Curse of the Thirteenth Fey: The True Tale of Sleeping Beauty
by Jane Yolen
In case it has escaped anyone's attention, the better the book is, the more apt I am to stay up to the wee hours of the morning to finish reading it. The more I enjoy reading it, the more likely I am to let it consume all of my time to finish reading it.
I enjoyed reading this a lot.
An amazon summary, "A reimagining of Sleeping Beauty from a master storyteller
Gorse is the thirteenth and youngest in a family of fairies tied to the evil king's land and made to do his bidding. Because of an oath made to the king's great-great-ever-so-many-times-great-grandfather, if they try to leave or disobey the royals, they will burst into a thousand stars.
When accident-prone Gorse falls ill just as the family is bid to bless the new princess, a fairytale starts to unfold. Sick as she is, Gorse races to the castle with the last piece of magic the family has left--a piece of the Thread of Life.

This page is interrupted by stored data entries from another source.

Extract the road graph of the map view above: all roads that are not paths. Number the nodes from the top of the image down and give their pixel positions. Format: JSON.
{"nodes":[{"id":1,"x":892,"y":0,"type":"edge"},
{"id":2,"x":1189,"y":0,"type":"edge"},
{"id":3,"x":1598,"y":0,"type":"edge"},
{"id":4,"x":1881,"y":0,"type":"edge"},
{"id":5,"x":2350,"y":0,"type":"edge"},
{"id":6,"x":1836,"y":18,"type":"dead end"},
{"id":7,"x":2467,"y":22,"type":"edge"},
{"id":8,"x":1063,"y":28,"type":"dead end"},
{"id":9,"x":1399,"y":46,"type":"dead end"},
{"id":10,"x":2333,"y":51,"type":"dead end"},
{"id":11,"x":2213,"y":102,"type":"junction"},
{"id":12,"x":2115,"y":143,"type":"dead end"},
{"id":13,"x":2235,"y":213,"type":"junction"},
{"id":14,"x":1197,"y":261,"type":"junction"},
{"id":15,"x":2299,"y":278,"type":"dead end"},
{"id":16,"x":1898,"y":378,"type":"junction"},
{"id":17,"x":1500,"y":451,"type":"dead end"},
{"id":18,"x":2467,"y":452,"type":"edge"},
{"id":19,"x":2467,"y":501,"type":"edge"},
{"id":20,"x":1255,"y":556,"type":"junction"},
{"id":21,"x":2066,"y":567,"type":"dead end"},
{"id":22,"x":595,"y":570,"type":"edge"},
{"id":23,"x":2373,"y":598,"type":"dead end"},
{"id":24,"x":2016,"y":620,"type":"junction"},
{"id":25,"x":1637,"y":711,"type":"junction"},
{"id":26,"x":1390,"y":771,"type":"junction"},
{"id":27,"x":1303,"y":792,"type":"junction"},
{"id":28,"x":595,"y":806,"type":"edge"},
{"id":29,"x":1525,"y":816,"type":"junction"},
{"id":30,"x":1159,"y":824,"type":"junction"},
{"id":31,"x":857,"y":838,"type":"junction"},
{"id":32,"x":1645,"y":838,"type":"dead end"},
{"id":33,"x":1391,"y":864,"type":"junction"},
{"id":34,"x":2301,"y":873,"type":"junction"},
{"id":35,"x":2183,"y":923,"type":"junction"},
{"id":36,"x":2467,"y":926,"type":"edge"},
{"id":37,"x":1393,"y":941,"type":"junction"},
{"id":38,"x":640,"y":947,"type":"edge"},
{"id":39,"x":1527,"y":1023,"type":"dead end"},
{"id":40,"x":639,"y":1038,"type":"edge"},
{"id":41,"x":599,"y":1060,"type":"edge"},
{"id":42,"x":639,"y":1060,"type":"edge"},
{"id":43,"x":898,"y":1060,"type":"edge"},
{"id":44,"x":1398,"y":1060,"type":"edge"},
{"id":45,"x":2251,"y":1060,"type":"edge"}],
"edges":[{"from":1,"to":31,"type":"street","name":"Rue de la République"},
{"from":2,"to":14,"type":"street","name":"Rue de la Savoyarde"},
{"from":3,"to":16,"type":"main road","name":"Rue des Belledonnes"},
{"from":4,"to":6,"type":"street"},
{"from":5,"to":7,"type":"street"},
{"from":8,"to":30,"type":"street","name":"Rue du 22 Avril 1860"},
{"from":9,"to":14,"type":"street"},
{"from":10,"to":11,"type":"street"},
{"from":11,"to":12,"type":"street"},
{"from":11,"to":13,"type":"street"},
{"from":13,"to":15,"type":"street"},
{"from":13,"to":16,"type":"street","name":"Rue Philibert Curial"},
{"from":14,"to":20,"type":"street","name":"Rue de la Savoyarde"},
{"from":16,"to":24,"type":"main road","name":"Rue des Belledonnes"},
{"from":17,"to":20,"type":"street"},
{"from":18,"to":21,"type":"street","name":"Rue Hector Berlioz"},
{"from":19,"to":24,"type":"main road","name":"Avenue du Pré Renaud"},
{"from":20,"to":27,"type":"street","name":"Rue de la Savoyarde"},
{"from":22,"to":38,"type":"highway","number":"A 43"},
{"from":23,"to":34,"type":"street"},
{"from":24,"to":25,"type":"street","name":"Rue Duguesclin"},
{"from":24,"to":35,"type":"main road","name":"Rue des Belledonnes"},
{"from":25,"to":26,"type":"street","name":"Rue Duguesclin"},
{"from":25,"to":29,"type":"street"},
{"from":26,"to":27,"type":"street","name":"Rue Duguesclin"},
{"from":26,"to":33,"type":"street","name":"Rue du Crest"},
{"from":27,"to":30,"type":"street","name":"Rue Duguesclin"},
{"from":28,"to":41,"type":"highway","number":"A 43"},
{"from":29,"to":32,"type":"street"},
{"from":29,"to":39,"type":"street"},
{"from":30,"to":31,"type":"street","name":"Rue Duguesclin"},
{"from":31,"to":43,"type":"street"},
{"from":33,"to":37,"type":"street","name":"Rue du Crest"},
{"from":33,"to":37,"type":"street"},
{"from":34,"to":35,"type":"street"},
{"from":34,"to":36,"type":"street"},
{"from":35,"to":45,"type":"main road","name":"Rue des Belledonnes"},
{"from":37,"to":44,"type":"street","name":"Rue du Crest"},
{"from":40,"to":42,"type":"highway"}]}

But that is when accident, mayhem, and magic combine to drive Gorse's story into the unthinkable, threatening the baby, the kingdom, and all.
With her trademark depth, grace, and humor, Jane Yolen tells readers the "true" story of the fairy who cursed Sleeping Beauty." AMAZON LINK OF JUSTICE
I'm going to say right now that I greatly dislike how much the book is 'hawked' as The True Tale of Sleeping Beauty. I spent the beginning of the book looking for Sleeping Beauty in any of the characters and to try and draw any similarities between the characters and settings that were presented.
I gave up by the end of chapter two and simply enjoyed reading the book.
As it should be.
The book did get around to the Sleeping Beauty portion of the tale in a very clever way. So if you're reading the book just for that, it's time will come. But you'll have to 'wait' a while, and by 'wait' I mean enjoy the rest of the story.
So the story begins with the birth of Gorse, the thirteenth daughter of the seventh daughter of a seventh daughter. Gorse is believed to be 'the One' that will fulfill the prophecy. However, the book points out that rarely do prophecies make sense until after they have come true. I like that notion.
So Gorse is a part fey, part elf; but not just any kind of fey. She is part of the Shouting Fey family. There exists the two more well known fey courts; the Seelie court and the Unseelie court. The Shouting Fey came into existence once royalty from the courts were banished for their love and they were offered refuge by a king into his kind kingdom. The beginnings of the Shouting Fey were happy, kind of.
Just so you know, I'm glossing over a lot of the finer details of such a wondrous story for the sake of not rehashing the entire book. YAY!
Gorse grew up with expectations as she was the thirteenth daughter of the seventh daughter of a seventh daughter. As such, she learned to fly early (although she remained clumsy), spoke early, and seemed to have an unquenchable thirst for knowledge. She is a delightful main character.
The beginnings of the book elaborate on the Shouting Feys' lifestyle, their history, their traditions, and their kinship. The story focuses a lot on relationships, what it means to trust someone rather than be tied to them by an Oath (Oaths are very serious for Fey), and what family means as well.
With the Shouting Fey, there comes into play the Bidding. The royal family may 'Bid' any of the Shouting Fey to do a task and the Shouting Fey must do it or else risk themselves turning into a thousand stars (think really pretty dust particles).
The King and Queen of the kingdom of their descendants of the first kingdom that let the Shouting Fey stay on their land under their protection so long ago. The descendants have gotten a little bit nastier with each generation though. The Queen has worried that she is barren after going on for a while without producing an heir, and bids an Aunt of the Shouting Fey to grant her wish of having a child. If the Aunt cannot fulfill the bid, she will risk exploding into a thousand stars. The Aunt gathers everything that she can to ensure the Queen produce an heir and after her return it is a waiting game to see if the bid was fulfilled.
A month and a half later, the queen is pregnant. Nine and a half months later, the Queen births a baby girl. The King bids all of the Shouting Fey to deliver blessings and gifts onto the baby girl.
It sounds like the perfect pitch for a Sleeping Beauty story, and it is in a way, just not the way I would expect.
I can't talk about the book much more without delving into spoiler land as the book was 290 pages in length (although it didn't seem like it with how quickly it read) and I'd rather like to leave it unspoiled.
I really enjoyed the concepts in which the Fey operated within and how the magick of the world worked.
I suspect there were a handful of allusions wound into the story that referenced other stories, but I was too eager to finish the story to properly sort out what alluded to what.